* [EXERCISE INSTRUCTIONS]: If a line below holds the word "FRITZ", count it; then say how many such lines there are and nothing else.

*** Block opens ***

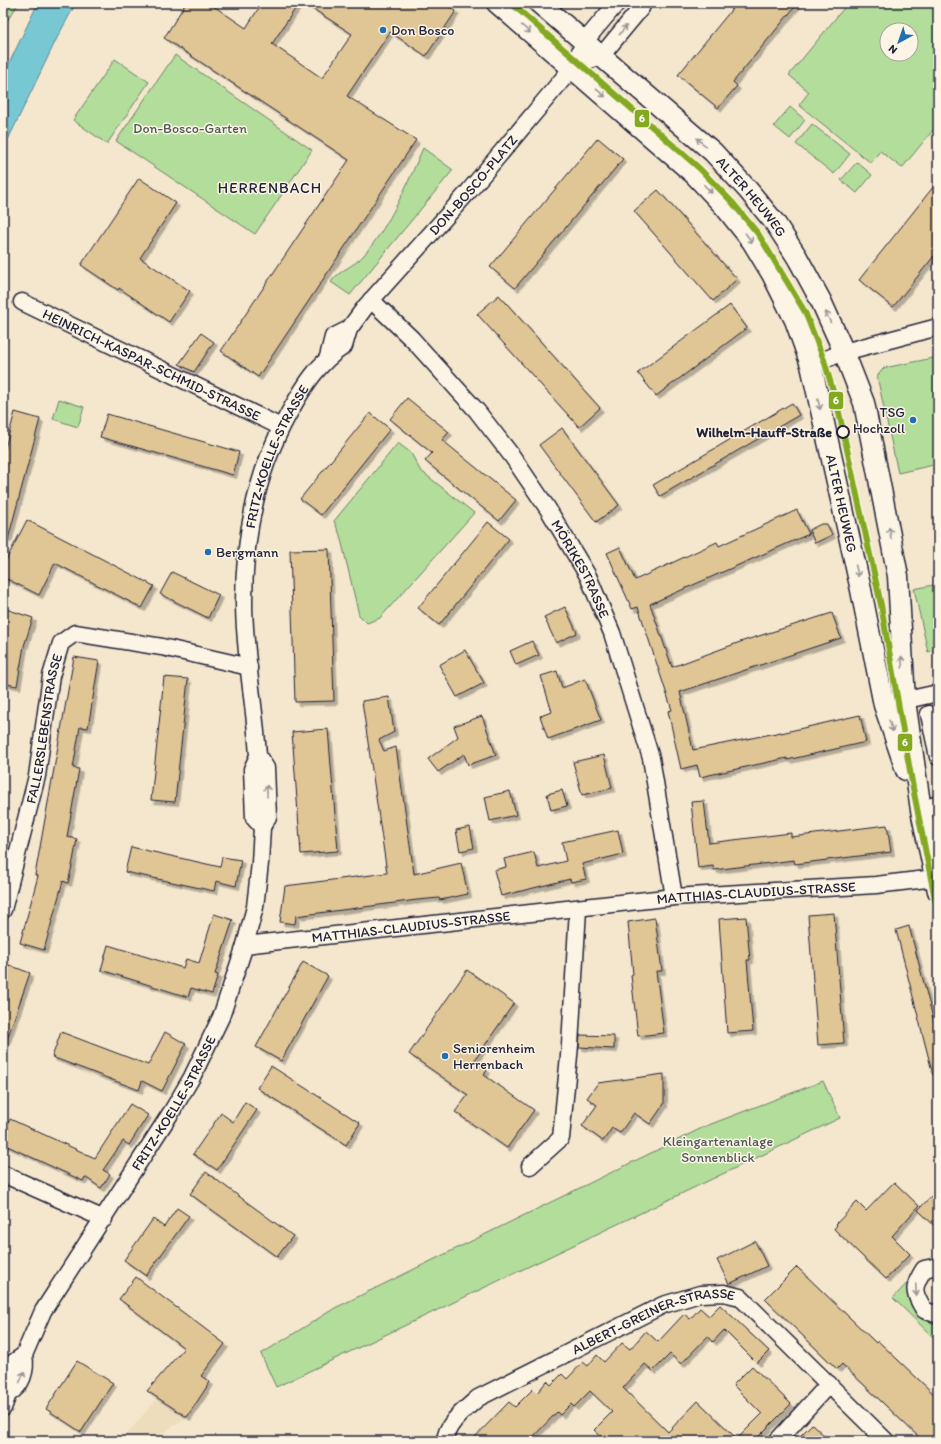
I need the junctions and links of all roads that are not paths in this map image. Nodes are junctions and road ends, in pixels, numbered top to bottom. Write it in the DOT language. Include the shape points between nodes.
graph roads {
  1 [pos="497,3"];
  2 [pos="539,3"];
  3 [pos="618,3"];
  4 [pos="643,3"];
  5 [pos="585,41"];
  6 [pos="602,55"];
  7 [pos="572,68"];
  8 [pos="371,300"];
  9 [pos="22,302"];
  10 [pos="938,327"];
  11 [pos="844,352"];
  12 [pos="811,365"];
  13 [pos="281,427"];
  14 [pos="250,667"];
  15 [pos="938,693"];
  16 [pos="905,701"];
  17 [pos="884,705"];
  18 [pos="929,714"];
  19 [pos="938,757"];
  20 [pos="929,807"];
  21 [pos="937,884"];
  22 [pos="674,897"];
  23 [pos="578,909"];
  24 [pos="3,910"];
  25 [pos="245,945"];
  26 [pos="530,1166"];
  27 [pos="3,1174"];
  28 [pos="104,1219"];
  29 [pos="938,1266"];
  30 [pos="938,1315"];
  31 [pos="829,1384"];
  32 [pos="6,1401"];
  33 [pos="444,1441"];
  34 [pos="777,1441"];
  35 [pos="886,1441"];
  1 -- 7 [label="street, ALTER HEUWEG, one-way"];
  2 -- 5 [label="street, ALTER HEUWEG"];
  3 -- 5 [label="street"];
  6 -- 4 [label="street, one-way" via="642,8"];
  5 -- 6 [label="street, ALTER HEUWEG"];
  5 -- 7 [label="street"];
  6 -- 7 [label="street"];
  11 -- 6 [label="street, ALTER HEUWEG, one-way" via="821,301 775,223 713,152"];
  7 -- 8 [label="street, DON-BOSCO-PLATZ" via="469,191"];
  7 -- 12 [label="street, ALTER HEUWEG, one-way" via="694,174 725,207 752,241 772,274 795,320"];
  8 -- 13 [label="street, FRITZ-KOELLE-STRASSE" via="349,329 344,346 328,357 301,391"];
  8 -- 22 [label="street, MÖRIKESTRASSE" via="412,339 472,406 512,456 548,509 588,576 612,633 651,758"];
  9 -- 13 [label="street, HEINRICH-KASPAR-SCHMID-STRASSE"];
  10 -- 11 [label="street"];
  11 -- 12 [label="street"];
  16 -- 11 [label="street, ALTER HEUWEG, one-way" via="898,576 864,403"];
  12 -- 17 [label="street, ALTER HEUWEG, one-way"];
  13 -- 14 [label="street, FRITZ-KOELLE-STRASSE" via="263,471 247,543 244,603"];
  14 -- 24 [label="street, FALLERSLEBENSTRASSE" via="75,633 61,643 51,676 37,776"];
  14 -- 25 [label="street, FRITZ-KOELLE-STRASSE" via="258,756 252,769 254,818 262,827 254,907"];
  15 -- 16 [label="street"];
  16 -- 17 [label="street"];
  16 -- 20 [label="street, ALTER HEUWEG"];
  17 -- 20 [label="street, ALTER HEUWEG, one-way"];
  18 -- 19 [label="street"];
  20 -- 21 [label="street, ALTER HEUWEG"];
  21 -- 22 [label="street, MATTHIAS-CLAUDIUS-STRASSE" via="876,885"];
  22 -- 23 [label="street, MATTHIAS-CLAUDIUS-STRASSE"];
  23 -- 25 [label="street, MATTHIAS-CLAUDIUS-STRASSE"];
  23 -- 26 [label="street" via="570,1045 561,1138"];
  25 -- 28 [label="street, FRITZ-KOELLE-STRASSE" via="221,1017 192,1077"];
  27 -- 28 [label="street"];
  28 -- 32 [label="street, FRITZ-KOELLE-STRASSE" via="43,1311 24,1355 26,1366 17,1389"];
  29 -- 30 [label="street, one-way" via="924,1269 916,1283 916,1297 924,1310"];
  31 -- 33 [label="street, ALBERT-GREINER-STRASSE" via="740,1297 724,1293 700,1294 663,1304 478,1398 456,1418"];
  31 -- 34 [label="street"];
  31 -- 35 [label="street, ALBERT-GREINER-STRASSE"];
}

*** Block closes ***

* [SOLUTION TO THIS PROBLEM]: 5